NDA - Carolina Theatre Restoration—Private
The Carolina Theatre is a Mediterranean Revival structure designed by the renowned theatre architects R.E. Hall of New York and C. C. Hook of Charlotte. The interior design of the theatre spaces was greatly influenced by the “atmospheric” theatre aesthetics pioneered by architect John Eberson. A hallmark of painted decoration in atmospheric theatres is the use of bright, primary colors applied using dry brush techniques to textured and ornamental surfaces. R.E. Hall employed this aesthetic simultaneously at the Carolina Theatre and at the Florida Theatre in Jacksonville, Florida.
The Piedmont Realty and Development Company, the owner, and Publix Theatres, the operator, constructed the theatre between 1926 and 1927. The theatre was designed with a lavish, atmospheric, Spanish Renaissance-inspired interior. The original purpose of the theatre was to show silent movies and host live performances. The theatre went on to screen “talkies” and eventually underwent a major renovation in 1961, when it became the Carolinas home of Cinerama. During the installation of the extra-large movie screen and a projection booth on the main floor, much of the original ornamentation inside the building was damaged or destroyed. Like many historic theaters of its era, the Carolina Theatre went into decline as audiences gravitated to new cinemas in the suburbs; it closed its doors closed on November 27, 1978.
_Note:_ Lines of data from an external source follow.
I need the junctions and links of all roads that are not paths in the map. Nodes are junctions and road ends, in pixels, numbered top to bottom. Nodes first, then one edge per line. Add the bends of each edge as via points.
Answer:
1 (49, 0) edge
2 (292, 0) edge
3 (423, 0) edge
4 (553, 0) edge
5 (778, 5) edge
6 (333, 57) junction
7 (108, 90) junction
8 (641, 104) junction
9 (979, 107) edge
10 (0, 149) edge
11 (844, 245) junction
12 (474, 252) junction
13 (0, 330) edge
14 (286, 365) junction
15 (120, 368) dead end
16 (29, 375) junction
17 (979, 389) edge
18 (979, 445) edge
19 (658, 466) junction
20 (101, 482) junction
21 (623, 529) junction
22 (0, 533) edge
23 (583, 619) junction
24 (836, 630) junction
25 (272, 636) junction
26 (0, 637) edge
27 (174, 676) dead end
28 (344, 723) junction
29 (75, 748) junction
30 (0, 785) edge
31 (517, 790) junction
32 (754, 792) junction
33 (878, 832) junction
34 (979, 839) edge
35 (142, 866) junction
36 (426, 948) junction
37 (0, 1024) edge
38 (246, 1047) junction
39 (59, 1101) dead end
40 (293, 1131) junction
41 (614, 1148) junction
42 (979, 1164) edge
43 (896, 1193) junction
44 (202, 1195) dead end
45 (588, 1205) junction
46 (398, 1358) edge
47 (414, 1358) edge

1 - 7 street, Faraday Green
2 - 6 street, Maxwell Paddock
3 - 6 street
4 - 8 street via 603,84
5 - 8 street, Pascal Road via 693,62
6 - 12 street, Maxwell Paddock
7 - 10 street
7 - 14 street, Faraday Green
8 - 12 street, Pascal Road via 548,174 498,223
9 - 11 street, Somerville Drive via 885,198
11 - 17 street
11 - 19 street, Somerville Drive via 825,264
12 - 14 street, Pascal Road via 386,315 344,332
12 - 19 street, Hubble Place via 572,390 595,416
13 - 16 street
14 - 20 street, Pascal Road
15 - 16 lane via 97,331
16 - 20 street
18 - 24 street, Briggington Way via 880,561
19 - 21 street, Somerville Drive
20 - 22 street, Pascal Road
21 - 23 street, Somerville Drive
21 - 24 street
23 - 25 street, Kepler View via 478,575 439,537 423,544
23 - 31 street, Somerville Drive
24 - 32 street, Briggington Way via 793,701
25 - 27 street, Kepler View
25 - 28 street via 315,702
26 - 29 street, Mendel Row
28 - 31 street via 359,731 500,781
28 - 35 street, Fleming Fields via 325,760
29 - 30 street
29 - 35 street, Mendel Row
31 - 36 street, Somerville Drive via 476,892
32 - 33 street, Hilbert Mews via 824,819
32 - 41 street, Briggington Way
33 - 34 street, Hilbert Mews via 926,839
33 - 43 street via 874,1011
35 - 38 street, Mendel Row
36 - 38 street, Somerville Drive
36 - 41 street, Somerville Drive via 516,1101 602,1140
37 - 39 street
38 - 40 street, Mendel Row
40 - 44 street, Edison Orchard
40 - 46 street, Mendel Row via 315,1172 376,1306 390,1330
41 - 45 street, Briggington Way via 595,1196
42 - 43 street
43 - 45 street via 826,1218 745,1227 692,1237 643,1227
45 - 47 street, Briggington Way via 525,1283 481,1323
The Carolina Theatre was listed on the Charlotte-Mecklenburg Register of Historic Places in 1982. Various efforts were made to preserve the building after it was purchased by the city in 1986, none of which came to fruition. The Carolina Theatre gained a new lease on life in 2012, when the city of Charlotte deeded the property to Foundation For The Carolinas. Construction to restore and renovate the theater began in 2017. The intent was to restore the theatre to its original grandeur and create a vital civic engagement space, with the addition of a new hotel space above the theatre.
EverGreene Architectural Arts (EverGreene) was retained by the Foundation For The Carolinas to perform a complete restoration of the auditorium’s interior, which was fairly deteriorated. All plaster features were either restored or recreated; the flat, three-coat plaster finishes were repaired wherever necessary, and the ornamentation was either restored or remolded when required. All decorative finishes were recreated by EverGreene onsite staff as well as at the EverGreene Design Studio. The Design Studio recreated or redesigned the decorative finishes, which were applied to the plaster surfaces by EverGreene onsite staff, which they had prepped, painted, and glazed. The Design Studio also recreated the six murals which previously adorned the walls of the auditorium. The murals were scaled down to 1/4 of the original size and were painted by hand by our muralists; they were enlarged, printed, and installed by an outside company.